2017-12-11 00:39:11 8 Comments

There was some confusion with the code I had posted in my previous version of this question and there was some good advice from @Oscar Smith.

The explanation is the same; please give improvements for speed in this new version:

#!/usr/bin/python

import numpy as np
import time

chosenNum = 429
numRuns = 10000
numCapturedTanks = 7
numGuessN = []
guesses = []
percentErrors = []
STDarray = []
start_time = time.time()
STDtimes = []

def getAverageStdTime(timetaken): # gets the average time it took to calculate standard deviations
  STDtimes.append(timetaken)
  if (len(STDtimes) == numRuns):
    print ("Average List of Standard Devations Generation Time: " + str(round(np.mean(STDtimes),2)) + " seconds")
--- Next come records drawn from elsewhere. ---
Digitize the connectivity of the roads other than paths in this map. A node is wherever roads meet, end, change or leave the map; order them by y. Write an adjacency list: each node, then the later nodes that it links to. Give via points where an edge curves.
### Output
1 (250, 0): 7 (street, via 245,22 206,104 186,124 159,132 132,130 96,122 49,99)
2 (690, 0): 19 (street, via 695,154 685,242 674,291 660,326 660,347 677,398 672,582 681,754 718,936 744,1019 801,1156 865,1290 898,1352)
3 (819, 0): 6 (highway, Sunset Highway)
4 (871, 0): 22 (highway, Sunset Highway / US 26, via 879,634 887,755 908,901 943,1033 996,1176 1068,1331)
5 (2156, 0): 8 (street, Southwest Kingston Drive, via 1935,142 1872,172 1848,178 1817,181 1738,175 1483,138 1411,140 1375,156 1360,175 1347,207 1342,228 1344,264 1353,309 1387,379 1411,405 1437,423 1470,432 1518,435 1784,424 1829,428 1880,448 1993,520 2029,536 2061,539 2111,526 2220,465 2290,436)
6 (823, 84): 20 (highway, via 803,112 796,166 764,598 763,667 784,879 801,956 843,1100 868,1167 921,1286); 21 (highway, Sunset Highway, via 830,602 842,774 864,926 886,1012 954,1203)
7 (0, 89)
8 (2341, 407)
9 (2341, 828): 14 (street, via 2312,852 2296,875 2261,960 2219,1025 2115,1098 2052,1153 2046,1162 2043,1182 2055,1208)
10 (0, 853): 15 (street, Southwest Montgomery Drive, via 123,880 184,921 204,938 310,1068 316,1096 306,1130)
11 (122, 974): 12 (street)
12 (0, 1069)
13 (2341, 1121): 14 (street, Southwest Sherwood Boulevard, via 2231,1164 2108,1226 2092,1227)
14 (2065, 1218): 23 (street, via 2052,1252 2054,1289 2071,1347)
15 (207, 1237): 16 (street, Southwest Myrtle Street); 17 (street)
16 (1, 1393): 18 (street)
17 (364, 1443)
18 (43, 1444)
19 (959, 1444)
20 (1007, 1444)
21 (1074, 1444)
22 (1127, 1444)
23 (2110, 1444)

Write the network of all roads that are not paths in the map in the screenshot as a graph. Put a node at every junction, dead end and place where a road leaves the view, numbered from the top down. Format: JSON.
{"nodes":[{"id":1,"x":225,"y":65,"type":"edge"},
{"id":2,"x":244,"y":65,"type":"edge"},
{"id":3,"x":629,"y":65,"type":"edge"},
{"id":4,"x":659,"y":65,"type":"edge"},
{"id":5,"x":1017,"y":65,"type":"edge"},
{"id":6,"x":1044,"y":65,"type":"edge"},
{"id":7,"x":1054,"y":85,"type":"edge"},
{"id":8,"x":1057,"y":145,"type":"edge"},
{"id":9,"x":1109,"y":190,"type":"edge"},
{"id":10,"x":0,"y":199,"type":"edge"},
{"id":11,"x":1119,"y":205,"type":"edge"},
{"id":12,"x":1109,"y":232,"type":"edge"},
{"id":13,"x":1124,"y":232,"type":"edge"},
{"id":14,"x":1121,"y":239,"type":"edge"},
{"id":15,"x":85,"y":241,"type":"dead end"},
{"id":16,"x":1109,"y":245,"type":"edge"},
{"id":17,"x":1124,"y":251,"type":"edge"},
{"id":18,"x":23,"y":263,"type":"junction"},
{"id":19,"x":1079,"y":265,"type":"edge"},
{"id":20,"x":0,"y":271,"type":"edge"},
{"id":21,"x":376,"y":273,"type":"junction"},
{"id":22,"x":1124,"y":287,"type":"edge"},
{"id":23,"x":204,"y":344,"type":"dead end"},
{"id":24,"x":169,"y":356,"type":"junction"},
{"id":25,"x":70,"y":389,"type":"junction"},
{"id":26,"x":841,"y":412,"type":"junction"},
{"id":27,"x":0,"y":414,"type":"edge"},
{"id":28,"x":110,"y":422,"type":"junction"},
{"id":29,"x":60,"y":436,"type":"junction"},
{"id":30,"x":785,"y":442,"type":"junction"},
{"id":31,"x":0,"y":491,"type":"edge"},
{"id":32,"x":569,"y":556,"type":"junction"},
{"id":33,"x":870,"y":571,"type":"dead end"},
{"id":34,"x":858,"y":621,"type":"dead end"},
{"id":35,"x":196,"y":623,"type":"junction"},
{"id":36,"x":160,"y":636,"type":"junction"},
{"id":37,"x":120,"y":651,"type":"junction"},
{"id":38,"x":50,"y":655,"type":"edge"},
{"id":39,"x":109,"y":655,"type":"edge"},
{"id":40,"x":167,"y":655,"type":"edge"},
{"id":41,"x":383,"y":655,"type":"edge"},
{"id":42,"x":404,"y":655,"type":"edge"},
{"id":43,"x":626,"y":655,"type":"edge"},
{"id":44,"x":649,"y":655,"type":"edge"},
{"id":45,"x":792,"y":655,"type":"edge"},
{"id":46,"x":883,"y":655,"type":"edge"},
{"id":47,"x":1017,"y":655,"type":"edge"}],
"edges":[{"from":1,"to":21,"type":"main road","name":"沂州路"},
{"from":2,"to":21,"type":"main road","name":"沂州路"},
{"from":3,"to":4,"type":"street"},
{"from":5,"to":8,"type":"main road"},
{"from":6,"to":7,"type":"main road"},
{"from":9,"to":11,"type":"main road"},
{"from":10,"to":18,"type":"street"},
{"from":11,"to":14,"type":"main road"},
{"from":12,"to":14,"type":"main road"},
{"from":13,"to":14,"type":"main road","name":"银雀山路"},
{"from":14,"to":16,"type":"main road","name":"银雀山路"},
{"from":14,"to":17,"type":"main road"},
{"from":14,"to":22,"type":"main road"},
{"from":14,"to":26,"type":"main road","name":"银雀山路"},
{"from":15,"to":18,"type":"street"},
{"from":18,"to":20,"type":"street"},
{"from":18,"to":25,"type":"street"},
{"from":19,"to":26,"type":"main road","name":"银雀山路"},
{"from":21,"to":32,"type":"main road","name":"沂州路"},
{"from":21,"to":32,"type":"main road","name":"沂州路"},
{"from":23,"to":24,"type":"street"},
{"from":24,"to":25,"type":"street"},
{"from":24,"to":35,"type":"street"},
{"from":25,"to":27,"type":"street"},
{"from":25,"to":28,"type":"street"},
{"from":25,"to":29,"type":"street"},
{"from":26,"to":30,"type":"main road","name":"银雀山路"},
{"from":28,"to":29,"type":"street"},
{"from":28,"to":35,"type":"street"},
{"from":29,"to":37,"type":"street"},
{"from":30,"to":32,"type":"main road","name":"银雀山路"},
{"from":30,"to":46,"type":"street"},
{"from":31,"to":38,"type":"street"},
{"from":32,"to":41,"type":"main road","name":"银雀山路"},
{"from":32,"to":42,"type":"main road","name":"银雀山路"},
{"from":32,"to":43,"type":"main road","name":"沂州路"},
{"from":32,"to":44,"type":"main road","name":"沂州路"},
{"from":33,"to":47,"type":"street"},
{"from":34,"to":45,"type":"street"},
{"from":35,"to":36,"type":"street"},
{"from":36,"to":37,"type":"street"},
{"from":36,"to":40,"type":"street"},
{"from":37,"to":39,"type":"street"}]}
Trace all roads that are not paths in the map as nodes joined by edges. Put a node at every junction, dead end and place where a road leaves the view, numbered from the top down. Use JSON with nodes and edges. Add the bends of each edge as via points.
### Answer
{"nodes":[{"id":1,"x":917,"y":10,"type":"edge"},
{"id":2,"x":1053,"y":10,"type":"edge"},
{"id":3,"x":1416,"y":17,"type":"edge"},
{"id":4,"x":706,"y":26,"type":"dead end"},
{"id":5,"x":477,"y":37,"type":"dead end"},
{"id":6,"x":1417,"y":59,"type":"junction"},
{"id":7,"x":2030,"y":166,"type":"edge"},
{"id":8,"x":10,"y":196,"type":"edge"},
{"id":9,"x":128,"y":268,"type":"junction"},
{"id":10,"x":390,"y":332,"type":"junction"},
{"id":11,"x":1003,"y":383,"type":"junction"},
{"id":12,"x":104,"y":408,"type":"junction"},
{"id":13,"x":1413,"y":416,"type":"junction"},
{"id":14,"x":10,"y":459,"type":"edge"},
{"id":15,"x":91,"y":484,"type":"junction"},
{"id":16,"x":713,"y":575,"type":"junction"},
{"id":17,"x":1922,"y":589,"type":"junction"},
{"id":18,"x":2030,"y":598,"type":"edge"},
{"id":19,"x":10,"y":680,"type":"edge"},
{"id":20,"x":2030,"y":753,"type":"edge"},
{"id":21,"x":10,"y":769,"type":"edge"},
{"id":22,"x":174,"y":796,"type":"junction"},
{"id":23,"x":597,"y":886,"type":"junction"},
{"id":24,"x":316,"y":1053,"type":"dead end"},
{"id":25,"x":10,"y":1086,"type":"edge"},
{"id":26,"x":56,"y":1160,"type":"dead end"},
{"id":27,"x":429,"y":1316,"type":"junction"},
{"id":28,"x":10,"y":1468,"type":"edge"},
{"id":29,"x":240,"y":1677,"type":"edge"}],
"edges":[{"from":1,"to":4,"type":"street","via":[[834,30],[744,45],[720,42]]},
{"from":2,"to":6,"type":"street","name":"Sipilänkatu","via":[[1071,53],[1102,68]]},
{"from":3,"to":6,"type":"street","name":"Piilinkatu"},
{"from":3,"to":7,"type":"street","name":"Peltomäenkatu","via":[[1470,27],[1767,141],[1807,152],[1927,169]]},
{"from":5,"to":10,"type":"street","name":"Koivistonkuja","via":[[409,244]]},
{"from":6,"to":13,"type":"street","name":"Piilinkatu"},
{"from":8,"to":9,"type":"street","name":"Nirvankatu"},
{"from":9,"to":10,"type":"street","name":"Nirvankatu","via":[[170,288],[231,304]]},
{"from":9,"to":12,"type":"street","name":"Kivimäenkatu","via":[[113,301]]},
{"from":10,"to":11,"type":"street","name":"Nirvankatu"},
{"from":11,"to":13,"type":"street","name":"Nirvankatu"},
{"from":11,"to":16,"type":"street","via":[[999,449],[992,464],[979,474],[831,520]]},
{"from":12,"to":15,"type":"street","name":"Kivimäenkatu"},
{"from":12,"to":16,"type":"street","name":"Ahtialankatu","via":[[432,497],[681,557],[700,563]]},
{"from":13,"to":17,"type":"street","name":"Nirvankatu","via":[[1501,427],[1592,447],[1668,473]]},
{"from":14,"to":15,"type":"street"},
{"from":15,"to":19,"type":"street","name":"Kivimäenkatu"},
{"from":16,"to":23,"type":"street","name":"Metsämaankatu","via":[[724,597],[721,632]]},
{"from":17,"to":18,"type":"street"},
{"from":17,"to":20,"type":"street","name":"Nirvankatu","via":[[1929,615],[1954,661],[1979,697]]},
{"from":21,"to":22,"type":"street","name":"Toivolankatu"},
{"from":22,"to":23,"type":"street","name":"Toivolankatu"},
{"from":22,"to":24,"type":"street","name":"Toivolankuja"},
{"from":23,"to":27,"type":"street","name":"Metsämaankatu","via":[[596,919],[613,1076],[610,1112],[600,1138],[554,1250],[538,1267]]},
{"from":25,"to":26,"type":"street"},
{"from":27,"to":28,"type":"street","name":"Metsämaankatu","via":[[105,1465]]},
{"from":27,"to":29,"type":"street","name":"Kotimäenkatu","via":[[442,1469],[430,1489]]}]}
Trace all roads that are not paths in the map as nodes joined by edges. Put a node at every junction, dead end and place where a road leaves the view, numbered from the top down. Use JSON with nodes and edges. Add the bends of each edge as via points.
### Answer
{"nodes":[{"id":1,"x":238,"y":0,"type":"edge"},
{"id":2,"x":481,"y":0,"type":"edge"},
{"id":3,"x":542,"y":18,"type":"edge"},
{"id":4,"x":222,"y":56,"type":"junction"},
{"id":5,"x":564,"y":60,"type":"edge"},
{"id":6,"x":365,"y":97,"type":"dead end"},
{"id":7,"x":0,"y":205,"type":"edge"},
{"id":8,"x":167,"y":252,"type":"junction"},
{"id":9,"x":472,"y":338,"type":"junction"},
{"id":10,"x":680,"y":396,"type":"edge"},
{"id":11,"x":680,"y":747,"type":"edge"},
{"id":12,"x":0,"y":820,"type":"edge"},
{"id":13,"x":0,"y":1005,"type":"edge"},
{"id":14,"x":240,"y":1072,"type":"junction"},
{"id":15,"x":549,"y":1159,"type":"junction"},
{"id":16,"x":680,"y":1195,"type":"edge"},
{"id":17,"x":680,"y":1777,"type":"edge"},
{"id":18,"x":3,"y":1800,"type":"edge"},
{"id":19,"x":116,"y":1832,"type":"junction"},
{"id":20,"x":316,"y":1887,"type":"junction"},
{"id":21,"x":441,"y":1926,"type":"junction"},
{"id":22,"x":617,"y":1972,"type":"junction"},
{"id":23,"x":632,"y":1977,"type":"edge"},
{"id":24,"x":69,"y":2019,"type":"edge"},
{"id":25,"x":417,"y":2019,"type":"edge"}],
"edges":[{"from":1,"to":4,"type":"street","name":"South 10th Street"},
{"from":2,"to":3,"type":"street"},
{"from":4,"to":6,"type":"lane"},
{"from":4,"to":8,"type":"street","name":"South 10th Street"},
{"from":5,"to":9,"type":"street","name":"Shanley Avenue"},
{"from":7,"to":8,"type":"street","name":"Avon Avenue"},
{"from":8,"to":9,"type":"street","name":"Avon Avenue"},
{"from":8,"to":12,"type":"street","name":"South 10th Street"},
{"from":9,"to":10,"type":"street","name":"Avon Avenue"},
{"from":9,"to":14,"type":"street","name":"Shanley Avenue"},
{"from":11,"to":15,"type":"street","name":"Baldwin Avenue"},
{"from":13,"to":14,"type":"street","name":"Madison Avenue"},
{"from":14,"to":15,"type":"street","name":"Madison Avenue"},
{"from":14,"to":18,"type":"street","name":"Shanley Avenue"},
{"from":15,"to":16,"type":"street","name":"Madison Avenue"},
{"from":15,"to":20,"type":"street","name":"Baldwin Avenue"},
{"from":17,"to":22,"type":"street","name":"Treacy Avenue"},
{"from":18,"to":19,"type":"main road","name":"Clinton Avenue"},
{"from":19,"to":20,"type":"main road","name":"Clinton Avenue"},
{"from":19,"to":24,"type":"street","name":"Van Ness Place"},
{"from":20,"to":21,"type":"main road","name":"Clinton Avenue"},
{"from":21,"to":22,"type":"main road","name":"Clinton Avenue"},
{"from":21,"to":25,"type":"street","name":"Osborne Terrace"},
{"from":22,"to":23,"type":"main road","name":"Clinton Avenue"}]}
def createListOfStandardDeviations(start,end):
    for y in range(start,int(end)):
        tankSerialNumbersSimulated = np.random.randint(1, y + 1, size=numCapturedTanks) #from Oscar Smith
        simulatedSTD = np.std(tankSerialNumbersSimulated)
        STDarray.append(simulatedSTD)

def getAllGuesses():
    print ("Your guesses are: " + str(guesses))

def getAvgPercentError():
    numCorrect = 0
    closestNumber = 0
    for x in range(len(guesses) - 1):
        percentError = '%.2f' % round(((np.abs(guesses[x] - chosenNum))/float(chosenNum) * 100), 2)
        percentErrors.append(float(percentError))
        if(guesses[x] == chosenNum):
            numCorrect = numCorrect + 1
        else:
            closestNumber = min(guesses, key=lambda x:abs(x-chosenNum))
    averagePercentError = np.mean(percentErrors)
    print ("The average Percent Error is: " + str(round(averagePercentError,2)) + "%")
    getAccuracy(numCorrect,closestNumber)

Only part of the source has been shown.